Vos habías vuelto a la mesa. Santiago encendió un cigarrillo.

– Haces bien, qué joder. En este mundo, estallamos como petardos o nos arrastramos como ciempiés.

– Preciosa imagen. Muy coherente, sobre todo.

Vos entonces hablaste demasiado fuerte o te reíste sin motivo y yo busqué de reojo en las mesas vecinas la cara de un adolescente sombrío parecido a Snoopy. No la vi. Pero eso no significaba nada. El tono de tu voz o de tu risa estaba unido como por un hilo invisible a la rigidez de tu cuerpo, en el Calicanto, a tu cintura cuando cruzábamos la calle. En alguna zona, eran la misma cosa. Me di vuelta. Hasta me puse de pie.

– Qué buscas -dijo Santiago.

– ¿Les conté que quería ser cura? -dije yo. Santiago asintió, entornando los párpados y moviendo la cabeza hacia arriba y hacia abajo.

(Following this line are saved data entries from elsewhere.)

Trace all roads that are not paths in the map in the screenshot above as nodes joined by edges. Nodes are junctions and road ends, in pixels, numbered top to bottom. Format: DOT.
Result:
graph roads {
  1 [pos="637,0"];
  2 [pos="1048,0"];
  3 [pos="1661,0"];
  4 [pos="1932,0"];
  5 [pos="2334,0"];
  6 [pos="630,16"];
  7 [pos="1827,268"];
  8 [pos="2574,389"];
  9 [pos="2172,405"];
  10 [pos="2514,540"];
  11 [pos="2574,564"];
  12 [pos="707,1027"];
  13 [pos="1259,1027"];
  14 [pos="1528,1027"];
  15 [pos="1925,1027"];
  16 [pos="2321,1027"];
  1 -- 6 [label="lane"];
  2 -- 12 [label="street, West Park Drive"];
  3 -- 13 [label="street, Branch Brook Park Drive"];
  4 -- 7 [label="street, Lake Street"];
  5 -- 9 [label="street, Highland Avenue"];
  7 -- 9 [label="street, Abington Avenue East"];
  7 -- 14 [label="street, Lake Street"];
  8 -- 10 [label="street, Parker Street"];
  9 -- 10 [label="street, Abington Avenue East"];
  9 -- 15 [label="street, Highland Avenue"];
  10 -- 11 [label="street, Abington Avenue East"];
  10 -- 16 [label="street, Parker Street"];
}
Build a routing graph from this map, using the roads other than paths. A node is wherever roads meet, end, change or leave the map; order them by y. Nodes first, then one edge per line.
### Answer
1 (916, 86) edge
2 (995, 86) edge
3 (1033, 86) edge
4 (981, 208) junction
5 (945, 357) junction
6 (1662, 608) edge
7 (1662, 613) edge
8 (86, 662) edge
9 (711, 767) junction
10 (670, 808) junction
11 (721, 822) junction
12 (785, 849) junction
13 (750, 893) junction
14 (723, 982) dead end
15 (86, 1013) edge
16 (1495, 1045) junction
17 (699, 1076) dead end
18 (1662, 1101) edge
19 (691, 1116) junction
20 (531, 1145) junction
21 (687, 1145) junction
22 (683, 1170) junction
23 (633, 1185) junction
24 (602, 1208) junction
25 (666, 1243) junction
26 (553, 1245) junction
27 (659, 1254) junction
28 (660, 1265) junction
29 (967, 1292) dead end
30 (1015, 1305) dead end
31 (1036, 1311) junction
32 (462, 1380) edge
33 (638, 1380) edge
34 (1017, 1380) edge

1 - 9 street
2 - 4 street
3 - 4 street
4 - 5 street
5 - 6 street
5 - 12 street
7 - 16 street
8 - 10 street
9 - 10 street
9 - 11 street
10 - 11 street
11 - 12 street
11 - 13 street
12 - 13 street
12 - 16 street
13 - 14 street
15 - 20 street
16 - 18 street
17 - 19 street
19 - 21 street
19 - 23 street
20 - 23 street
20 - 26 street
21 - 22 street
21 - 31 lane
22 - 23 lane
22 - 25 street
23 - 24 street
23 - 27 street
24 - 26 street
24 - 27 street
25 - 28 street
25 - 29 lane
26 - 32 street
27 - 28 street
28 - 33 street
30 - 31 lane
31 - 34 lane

– Vos también, muy coherente.

Volví a sentarme. Parecías sumamente enfrascada en la contemplación de una de tus uñas. Verte las manos me alegró.

– Tres veces en dos días -dijiste sin levantar la cabeza-. Y que a los ocho años leíste al padre Damián.

– La vida del padre Damián. Siempre cuento lo mismo, es más fácil. Un cura salesiano, el padre Molina, me recomendó que leyera la historia del padre Damián. Para templar mi carácter. Damián de Veuster, que dio su vida por cuidar a los leprosos de Molokaki. -Y pensé dos días no, no dos días sino seis o siete horas sumando todos nuestros encuentros, qué estaba haciendo con el único tiempo que teníamos. -El padre Molina era mi director espiritual. Tenía una mano enorme, dos manos; pero yo me acuerdo que nos bendecía con una mano enorme, tipo camión. -Seis o siete horas, pensé, y lo que falta de la tarde y quizá la noche. -Una mano como para caminar de la mano hasta más allá de la tumba. Los chicos lo mirábamos como a un santo. "Si lo das todo, menos la vida, has de saber que no diste nada", decía. Un día lo destinaron a Tierra del Fuego. Hace unos años supe que estaba otra vez en el colegio y volví a verlo, realmente no sé para qué volví. Necesito decirle que soy ateo, padre; no se lo dije así, claro. Le debo de haber dicho: Perdí la fe. Lo que recuerdo bien es que se rio, menos que eso: sonrió como desde lejos. Como en otro idioma. "Expósito", dijo al rato, marcando la equis. "Vos eras aquel rubiecito que tenía un tío secretario de un ministro; te traían en un gran auto negro." No, padre, ése era el alemancito Hermann, yo estaba pupilo, yo era su alumno predilecto, usted me dio a leer la historia del padre fosé Damián de Veuster que sacrificó su vida por amor a Dios y a los leprosos de la isla Molokaki, en Hawaii, yo tengo el pelo más negro que su alma y usted es un hijo de puta que no tiene redención, padre. Naturalmente, tampoco se lo dije. "Sí", decía él, "sí." Miraba por la ventana grande de la rectoría hacia los patios y los claustros. "Ya no los comprendo más", dijo después; le pareció que debía agregar: a los chicos.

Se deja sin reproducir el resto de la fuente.